Provided entries ::
*** Begin section ***

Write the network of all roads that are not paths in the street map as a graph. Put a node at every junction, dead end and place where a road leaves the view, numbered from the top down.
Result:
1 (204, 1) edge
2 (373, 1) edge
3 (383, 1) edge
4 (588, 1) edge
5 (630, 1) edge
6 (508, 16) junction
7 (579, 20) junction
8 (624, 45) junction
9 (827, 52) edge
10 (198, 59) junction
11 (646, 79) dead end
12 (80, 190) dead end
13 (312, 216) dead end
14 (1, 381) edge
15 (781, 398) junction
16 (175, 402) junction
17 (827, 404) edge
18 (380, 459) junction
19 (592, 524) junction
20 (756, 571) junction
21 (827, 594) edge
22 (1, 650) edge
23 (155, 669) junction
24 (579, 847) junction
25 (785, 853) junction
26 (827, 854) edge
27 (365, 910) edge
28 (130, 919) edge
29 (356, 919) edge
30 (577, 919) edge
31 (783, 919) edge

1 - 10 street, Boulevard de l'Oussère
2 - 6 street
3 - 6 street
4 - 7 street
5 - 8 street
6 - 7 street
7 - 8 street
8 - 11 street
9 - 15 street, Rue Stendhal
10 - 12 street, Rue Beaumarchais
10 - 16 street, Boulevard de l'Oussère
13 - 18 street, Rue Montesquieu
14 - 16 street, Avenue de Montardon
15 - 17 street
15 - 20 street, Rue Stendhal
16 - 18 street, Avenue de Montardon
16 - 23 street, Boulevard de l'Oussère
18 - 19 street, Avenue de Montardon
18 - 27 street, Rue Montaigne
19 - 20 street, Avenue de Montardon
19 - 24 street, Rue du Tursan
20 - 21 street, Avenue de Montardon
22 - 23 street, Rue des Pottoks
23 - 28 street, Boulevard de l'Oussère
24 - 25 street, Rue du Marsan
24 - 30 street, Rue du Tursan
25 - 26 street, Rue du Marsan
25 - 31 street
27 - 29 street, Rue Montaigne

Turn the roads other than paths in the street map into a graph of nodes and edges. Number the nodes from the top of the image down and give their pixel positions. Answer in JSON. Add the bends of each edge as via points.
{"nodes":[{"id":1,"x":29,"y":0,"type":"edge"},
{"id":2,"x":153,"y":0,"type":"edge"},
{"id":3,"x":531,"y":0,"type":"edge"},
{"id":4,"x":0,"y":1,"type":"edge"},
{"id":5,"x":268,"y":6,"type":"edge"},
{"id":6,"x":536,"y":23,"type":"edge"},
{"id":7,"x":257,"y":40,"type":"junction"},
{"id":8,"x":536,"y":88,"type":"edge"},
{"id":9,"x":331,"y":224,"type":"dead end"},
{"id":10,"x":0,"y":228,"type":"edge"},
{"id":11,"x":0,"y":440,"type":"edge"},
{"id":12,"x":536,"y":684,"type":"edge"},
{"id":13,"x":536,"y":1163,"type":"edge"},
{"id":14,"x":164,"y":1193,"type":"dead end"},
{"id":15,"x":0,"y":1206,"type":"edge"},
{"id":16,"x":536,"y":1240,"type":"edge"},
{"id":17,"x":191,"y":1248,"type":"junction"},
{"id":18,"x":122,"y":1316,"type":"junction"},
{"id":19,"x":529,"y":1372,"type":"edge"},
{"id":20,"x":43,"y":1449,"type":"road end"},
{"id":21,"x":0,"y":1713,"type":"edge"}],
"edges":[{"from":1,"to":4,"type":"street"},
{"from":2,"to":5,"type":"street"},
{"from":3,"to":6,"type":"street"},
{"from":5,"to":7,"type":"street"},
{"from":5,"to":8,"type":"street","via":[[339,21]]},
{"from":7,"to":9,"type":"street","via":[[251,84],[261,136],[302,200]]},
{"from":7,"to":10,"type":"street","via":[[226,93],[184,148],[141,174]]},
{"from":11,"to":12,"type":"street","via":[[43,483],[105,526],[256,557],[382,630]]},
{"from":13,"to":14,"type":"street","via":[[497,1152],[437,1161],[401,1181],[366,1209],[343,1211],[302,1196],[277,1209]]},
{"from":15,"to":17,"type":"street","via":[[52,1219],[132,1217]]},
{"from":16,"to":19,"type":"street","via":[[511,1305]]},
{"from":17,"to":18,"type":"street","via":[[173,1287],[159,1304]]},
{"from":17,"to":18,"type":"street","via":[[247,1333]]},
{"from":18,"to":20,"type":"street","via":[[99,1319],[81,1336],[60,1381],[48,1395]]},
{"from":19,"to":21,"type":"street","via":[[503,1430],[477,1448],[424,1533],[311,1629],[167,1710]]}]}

*** End section ***

Task brief ::
Quote every record above exactly.

Exercise output ::
Write the network of all roads that are not paths in the street map as a graph. Put a node at every junction, dead end and place where a road leaves the view, numbered from the top down.
Result:
1 (204, 1) edge
2 (373, 1) edge
3 (383, 1) edge
4 (588, 1) edge
5 (630, 1) edge
6 (508, 16) junction
7 (579, 20) junction
8 (624, 45) junction
9 (827, 52) edge
10 (198, 59) junction
11 (646, 79) dead end
12 (80, 190) dead end
13 (312, 216) dead end
14 (1, 381) edge
15 (781, 398) junction
16 (175, 402) junction
17 (827, 404) edge
18 (380, 459) junction
19 (592, 524) junction
20 (756, 571) junction
21 (827, 594) edge
22 (1, 650) edge
23 (155, 669) junction
24 (579, 847) junction
25 (785, 853) junction
26 (827, 854) edge
27 (365, 910) edge
28 (130, 919) edge
29 (356, 919) edge
30 (577, 919) edge
31 (783, 919) edge

1 - 10 street, Boulevard de l'Oussère
2 - 6 street
3 - 6 street
4 - 7 street
5 - 8 street
6 - 7 street
7 - 8 street
8 - 11 street
9 - 15 street, Rue Stendhal
10 - 12 street, Rue Beaumarchais
10 - 16 street, Boulevard de l'Oussère
13 - 18 street, Rue Montesquieu
14 - 16 street, Avenue de Montardon
15 - 17 street
15 - 20 street, Rue Stendhal
16 - 18 street, Avenue de Montardon
16 - 23 street, Boulevard de l'Oussère
18 - 19 street, Avenue de Montardon
18 - 27 street, Rue Montaigne
19 - 20 street, Avenue de Montardon
19 - 24 street, Rue du Tursan
20 - 21 street, Avenue de Montardon
22 - 23 street, Rue des Pottoks
23 - 28 street, Boulevard de l'Oussère
24 - 25 street, Rue du Marsan
24 - 30 street, Rue du Tursan
25 - 26 street, Rue du Marsan
25 - 31 street
27 - 29 street, Rue Montaigne

Turn the roads other than paths in the street map into a graph of nodes and edges. Number the nodes from the top of the image down and give their pixel positions. Answer in JSON. Add the bends of each edge as via points.
{"nodes":[{"id":1,"x":29,"y":0,"type":"edge"},
{"id":2,"x":153,"y":0,"type":"edge"},
{"id":3,"x":531,"y":0,"type":"edge"},
{"id":4,"x":0,"y":1,"type":"edge"},
{"id":5,"x":268,"y":6,"type":"edge"},
{"id":6,"x":536,"y":23,"type":"edge"},
{"id":7,"x":257,"y":40,"type":"junction"},
{"id":8,"x":536,"y":88,"type":"edge"},
{"id":9,"x":331,"y":224,"type":"dead end"},
{"id":10,"x":0,"y":228,"type":"edge"},
{"id":11,"x":0,"y":440,"type":"edge"},
{"id":12,"x":536,"y":684,"type":"edge"},
{"id":13,"x":536,"y":1163,"type":"edge"},
{"id":14,"x":164,"y":1193,"type":"dead end"},
{"id":15,"x":0,"y":1206,"type":"edge"},
{"id":16,"x":536,"y":1240,"type":"edge"},
{"id":17,"x":191,"y":1248,"type":"junction"},
{"id":18,"x":122,"y":1316,"type":"junction"},
{"id":19,"x":529,"y":1372,"type":"edge"},
{"id":20,"x":43,"y":1449,"type":"road end"},
{"id":21,"x":0,"y":1713,"type":"edge"}],
"edges":[{"from":1,"to":4,"type":"street"},
{"from":2,"to":5,"type":"street"},
{"from":3,"to":6,"type":"street"},
{"from":5,"to":7,"type":"street"},
{"from":5,"to":8,"type":"street","via":[[339,21]]},
{"from":7,"to":9,"type":"street","via":[[251,84],[261,136],[302,200]]},
{"from":7,"to":10,"type":"street","via":[[226,93],[184,148],[141,174]]},
{"from":11,"to":12,"type":"street","via":[[43,483],[105,526],[256,557],[382,630]]},
{"from":13,"to":14,"type":"street","via":[[497,1152],[437,1161],[401,1181],[366,1209],[343,1211],[302,1196],[277,1209]]},
{"from":15,"to":17,"type":"street","via":[[52,1219],[132,1217]]},
{"from":16,"to":19,"type":"street","via":[[511,1305]]},
{"from":17,"to":18,"type":"street","via":[[173,1287],[159,1304]]},
{"from":17,"to":18,"type":"street","via":[[247,1333]]},
{"from":18,"to":20,"type":"street","via":[[99,1319],[81,1336],[60,1381],[48,1395]]},
{"from":19,"to":21,"type":"street","via":[[503,1430],[477,1448],[424,1533],[311,1629],[167,1710]]}]}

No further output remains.